В районе Афонова зимовника (в шести верстах от Ильинки). Тот же день
„Восемнадцатый век по сравнению с двадцать первым имеет свои прелести. В двадцать первом, устрой я такой там-тарарам, меня бы давно скрутил ОМОН. А здесь информация обо мне наверняка даже до Бахмута не дошла. Вот только как воспользоваться такой грандиозной форой по времени я еще пока даже не представляю“, – Александр Чернышев ткнул Герасима в плечо:
– Долго еще?
– Да не, барин, версты четыре еще. До заката доедем.
„Блаженный восемнадцатый век! До заката еще часа два, как минимум. За это время в двадцать первом веке можно, особо не напрягаясь, за сотню километров уехать, а то и тысячу. За прогресс надо платить. Сами же разкочегарили цивилизацию, а теперь не успеваем за ней. Уже булками шевелить мало. Сейчас они как поршни в движке болида должны ходить“, – Александр наклонился над раненным разбойником.
Тот лежал с закрытыми глазами. Цвет кожи на лице из красновато-коричневого стал каким-то серым. Дыхание из приоткрытого рта вырывалось с каким-то бульканьем. С уголка рта чуть сочилась кровь.
„Легкие я ему разворотил. Без операции не выживет. А какая здесь операция?“
– Герасим, не довезем мы разбойника. Кровью изойдет.
– Ниче, барин, даст Бог, поживет еще сей разбойник.
Зачем Герасиму нужен был Пахом, тот объяснил, как только они на версту отъехали от зимовника.
– Барин, шайка Пахома чай больше года воровским промыслом занималась. Серебра и золотишка у них есть маленько. Вот пущай и поделиться с нами. Приедем к нему на зимовник, Пусть сказывает, где схоронили богатство.
– А ежели не поделиться?
– Поделиться, барин!
Александр глянул в глаза Герасима и понял, что тот заставит „поделиться“.
– А вдруг на том зимовнике еще кто будет? Ежели не вся шайка сюда пришла?
Ответ Герасима был прост и безыскусен:
– А что, барин, твоя фузея уже не может палить?

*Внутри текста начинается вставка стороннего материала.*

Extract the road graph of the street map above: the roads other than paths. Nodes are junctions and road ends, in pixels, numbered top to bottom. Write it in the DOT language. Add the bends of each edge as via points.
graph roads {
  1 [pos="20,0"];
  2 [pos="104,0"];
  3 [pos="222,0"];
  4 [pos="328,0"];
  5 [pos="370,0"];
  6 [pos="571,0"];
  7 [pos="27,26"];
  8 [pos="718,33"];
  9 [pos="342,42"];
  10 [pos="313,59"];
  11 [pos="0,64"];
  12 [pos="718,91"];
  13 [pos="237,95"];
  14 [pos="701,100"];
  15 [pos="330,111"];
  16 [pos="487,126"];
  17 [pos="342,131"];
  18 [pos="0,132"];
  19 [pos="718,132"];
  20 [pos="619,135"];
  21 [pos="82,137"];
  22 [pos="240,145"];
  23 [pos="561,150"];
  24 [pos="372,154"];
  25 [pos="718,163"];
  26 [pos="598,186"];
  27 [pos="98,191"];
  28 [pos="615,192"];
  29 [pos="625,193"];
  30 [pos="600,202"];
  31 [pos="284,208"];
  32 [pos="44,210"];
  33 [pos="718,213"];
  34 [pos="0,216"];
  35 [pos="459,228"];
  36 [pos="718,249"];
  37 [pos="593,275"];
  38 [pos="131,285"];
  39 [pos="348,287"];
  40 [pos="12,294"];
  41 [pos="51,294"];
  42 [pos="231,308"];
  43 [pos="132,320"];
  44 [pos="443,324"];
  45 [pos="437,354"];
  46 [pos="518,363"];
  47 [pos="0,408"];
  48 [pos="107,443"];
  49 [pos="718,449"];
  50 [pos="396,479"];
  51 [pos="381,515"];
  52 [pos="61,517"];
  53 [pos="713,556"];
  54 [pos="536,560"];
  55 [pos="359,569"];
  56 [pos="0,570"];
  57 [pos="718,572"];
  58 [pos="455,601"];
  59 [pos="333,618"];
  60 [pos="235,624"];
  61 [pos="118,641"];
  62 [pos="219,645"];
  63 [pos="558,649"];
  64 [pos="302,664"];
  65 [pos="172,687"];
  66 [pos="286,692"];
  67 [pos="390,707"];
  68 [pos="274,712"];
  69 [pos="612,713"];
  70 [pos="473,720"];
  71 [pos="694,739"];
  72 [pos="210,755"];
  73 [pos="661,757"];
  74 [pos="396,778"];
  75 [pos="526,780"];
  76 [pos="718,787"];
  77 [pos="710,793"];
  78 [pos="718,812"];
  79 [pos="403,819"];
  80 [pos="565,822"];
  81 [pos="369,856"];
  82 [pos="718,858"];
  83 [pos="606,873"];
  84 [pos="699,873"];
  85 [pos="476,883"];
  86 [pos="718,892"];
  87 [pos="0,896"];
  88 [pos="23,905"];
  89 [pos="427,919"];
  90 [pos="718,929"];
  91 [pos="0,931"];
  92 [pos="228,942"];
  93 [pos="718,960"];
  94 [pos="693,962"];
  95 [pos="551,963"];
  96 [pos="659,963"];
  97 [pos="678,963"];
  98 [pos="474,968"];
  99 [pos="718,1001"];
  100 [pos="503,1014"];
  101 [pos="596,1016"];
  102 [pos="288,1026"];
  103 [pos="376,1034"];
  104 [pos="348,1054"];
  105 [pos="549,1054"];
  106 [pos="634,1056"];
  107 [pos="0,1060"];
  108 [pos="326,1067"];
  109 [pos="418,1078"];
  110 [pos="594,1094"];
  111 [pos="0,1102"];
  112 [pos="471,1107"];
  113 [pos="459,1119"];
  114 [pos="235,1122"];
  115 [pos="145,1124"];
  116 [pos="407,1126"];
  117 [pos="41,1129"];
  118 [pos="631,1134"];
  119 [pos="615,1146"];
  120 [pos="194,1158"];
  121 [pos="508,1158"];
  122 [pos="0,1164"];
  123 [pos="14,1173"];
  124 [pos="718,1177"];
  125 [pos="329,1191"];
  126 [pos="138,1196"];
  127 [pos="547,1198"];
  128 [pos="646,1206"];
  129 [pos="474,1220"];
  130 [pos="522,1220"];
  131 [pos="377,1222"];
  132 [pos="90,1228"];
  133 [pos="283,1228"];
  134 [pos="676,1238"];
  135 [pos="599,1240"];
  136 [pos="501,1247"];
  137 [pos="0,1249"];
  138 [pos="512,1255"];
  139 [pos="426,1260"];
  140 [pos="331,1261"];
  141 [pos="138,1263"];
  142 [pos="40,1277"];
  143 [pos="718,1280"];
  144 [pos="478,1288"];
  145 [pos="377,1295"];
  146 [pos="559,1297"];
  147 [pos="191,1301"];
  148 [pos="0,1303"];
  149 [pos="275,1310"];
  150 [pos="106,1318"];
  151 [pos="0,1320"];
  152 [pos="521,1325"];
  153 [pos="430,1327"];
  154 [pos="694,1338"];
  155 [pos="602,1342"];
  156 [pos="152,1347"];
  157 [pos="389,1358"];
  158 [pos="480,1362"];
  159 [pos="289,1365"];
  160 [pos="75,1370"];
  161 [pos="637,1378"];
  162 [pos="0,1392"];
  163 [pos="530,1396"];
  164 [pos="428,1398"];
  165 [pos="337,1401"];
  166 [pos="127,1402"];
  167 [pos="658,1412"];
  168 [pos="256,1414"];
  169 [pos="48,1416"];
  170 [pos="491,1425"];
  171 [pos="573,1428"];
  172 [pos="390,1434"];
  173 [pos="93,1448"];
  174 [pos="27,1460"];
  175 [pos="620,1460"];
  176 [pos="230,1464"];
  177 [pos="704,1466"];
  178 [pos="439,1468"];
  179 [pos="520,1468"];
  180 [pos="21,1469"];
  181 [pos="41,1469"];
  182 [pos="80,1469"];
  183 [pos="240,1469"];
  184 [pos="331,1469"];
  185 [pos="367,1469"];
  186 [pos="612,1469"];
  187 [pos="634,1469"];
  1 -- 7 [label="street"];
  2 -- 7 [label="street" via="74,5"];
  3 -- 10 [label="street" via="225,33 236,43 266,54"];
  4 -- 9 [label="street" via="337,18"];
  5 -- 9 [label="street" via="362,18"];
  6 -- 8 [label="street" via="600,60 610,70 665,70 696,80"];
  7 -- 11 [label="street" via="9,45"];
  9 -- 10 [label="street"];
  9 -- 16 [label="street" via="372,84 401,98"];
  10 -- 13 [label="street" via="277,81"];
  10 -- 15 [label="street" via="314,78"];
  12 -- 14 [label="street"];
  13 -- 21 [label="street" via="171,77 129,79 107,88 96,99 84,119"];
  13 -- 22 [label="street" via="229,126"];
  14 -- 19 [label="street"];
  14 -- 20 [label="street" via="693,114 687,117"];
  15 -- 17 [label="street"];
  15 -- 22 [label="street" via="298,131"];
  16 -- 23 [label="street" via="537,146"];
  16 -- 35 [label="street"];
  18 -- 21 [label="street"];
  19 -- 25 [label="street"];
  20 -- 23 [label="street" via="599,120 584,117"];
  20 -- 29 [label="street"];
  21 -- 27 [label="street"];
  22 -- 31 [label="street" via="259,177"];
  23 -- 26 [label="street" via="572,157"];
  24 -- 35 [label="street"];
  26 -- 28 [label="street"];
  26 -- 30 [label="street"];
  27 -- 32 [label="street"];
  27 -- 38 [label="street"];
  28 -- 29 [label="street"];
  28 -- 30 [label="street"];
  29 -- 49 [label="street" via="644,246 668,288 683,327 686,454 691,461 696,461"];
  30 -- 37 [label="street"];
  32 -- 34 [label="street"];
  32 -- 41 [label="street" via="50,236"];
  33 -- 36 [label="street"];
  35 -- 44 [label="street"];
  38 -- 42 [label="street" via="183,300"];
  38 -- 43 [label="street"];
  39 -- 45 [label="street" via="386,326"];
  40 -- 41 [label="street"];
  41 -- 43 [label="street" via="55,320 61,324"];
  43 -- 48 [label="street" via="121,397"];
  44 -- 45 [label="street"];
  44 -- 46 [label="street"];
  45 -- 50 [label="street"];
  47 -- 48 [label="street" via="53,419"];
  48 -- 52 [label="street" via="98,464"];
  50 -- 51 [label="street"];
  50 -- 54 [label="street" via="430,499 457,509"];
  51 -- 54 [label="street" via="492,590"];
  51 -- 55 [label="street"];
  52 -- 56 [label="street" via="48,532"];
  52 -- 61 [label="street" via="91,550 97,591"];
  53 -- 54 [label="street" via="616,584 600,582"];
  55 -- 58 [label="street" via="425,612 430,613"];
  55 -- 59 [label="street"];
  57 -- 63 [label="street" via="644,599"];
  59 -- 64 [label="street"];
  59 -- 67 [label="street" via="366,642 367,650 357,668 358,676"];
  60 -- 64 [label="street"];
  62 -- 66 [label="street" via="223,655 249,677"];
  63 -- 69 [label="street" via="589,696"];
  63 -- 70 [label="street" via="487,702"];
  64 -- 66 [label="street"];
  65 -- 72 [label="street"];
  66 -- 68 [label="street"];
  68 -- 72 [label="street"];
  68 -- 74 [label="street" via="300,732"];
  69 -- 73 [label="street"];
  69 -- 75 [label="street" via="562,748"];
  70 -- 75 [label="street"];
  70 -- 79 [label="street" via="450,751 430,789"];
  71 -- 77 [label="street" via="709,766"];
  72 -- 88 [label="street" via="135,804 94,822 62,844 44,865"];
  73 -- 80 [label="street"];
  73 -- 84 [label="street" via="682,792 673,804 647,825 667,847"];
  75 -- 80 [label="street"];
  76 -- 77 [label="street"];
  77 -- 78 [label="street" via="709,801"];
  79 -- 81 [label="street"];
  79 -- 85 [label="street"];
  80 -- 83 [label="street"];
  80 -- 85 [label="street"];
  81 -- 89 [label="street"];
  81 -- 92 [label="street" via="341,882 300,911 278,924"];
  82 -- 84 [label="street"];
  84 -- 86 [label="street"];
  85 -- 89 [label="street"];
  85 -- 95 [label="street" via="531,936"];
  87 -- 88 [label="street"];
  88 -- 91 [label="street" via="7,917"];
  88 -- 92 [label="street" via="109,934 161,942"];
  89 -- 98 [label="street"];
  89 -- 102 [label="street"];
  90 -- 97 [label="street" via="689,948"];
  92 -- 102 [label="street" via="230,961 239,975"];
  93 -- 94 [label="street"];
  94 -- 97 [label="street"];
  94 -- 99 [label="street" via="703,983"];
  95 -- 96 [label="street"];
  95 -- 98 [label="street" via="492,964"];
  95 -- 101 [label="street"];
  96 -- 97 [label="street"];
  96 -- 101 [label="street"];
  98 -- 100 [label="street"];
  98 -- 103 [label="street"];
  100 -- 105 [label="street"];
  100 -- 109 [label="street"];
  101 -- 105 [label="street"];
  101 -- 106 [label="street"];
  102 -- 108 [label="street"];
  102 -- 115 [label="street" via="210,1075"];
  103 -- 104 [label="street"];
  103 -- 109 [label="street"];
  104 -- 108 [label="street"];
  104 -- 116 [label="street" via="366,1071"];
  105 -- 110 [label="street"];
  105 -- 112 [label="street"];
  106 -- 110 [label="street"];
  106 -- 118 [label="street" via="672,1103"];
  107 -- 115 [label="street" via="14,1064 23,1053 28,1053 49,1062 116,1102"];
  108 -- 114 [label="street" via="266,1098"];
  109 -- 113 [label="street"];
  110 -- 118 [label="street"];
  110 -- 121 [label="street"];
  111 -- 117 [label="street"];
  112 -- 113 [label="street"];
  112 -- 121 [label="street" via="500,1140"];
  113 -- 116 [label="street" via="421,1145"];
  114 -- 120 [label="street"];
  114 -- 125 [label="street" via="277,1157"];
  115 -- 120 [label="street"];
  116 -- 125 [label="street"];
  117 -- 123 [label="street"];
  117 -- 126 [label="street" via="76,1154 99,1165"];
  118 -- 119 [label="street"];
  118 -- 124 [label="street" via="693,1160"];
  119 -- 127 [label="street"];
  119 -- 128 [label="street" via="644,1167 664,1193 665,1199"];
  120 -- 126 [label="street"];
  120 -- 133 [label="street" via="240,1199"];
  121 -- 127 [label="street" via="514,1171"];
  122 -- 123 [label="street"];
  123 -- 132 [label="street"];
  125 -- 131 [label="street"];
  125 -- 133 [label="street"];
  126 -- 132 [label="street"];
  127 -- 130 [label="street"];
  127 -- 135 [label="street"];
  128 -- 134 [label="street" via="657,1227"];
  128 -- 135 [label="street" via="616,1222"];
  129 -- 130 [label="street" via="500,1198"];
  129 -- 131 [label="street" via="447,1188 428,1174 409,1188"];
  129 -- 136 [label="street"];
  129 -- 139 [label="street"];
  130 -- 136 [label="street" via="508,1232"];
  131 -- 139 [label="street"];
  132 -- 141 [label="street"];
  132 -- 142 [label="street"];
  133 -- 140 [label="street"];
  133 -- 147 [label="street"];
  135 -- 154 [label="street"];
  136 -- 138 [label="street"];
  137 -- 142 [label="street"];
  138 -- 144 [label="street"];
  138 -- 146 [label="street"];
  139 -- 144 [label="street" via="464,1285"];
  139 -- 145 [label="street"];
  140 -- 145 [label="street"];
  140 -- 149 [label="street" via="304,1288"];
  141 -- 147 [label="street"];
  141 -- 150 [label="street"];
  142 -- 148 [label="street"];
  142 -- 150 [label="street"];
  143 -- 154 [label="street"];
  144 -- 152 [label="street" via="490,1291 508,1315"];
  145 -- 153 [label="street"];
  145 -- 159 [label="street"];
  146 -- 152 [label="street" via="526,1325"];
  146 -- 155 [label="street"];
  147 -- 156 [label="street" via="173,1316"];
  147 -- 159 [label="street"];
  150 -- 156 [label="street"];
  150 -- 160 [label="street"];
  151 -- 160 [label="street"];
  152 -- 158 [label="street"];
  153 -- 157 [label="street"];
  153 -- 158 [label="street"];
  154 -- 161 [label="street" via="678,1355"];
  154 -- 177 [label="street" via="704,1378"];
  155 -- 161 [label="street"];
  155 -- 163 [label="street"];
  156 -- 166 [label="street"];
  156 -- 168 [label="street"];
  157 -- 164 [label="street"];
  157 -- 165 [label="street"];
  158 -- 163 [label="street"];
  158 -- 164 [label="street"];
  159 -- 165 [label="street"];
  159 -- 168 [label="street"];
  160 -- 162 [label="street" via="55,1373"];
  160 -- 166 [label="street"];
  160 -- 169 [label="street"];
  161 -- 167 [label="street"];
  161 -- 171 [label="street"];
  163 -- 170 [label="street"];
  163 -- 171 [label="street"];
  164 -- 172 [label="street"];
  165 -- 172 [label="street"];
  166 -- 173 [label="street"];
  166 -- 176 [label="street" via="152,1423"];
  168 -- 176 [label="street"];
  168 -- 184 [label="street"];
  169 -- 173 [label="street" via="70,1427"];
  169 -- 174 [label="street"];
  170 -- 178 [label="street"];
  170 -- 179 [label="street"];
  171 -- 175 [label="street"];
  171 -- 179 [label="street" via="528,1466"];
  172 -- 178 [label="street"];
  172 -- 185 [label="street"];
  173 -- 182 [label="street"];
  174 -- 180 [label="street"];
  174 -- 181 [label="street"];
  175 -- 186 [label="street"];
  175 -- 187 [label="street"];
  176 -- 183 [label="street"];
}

Чернышев согласился с планом своего возницы. Даже если вновь придётся палить. Деньги во все времена помогали жить. Это такой же фундаментальный закон, как и закон всемирного тяготения. Только в природе, чем дальше находишься от тела, тем меньше на тебя действует его притяжение. А у людей, чем больше у тебя денег, тем слабее действуют на тебя законы государства. Может в Российской глухомани образца 1761 года люди и власть не так безоговорочно преклонялись золотому тельцу, как на Украине образца 2015 года, но все равно имея звонкую монету в кармане, сделать было можно очень многое. Действительно, смешно атаковать вершины власти Российской империи без гроша в кармане. Пусть даже у тебя в руках калаш с полупустым рожком.
„Кстати, а сколько осталось патронов?“ – Чернышев отстегнул магазин, отщелкал из него патроны. – Четырнадцать плюс один в патроннике. Итого пятнадцать. Не густо. И военторга здесь не предвидится».
Утром, на приятном морозце, по дороге на зимовник, где организовала свою «штаб-квартиру» банда Пахома, Александр более ясно обдумал свой эротический сон с Екатериной Второй. На свежую голову все представлялось не так уже и красиво. В 1761 году в тогдашнем российском истеблишменте фактически только умирающая Екатерина Петровна была за продолжение войны с Пруссией. Дочь Петра Великого оказалось патриоткой в пронизанной выходцами из Пруссии российской элите. Ее племянник, Петр Федорович, официальный наследник престола, урожденный Карл Петер Ульрих, был представителем Гольштейн-Готторпской ветви Романовых. Родился он в Голштинском герцогстве, считал родным немецкий язык, боготворил прусского короля Фридриха и был на седьмом небе от счастья, получив от него звание генерал-лейтенанта прусской армии. Все русское Карл Петер Ульрих ненавидел и презирал. История сохранила его слова, когда узнав, что его дядя стал шведским королём (Петр Федорович, не согласись наследовать российский престол, мог претендовать на шведский), он с горечью воскликнул: «Затащили меня в эту проклятую Россию, где я должен считать себя государственным арестантом, тогда как если бы оставили меня на воле, то теперь я сидел бы на престоле цивилизованного народа». Что такому человеку было до десятков тысяч русских жизней, положенных за захват Восточной Пруссии вместе с Кенигсбергом? Ровным счетом ничего.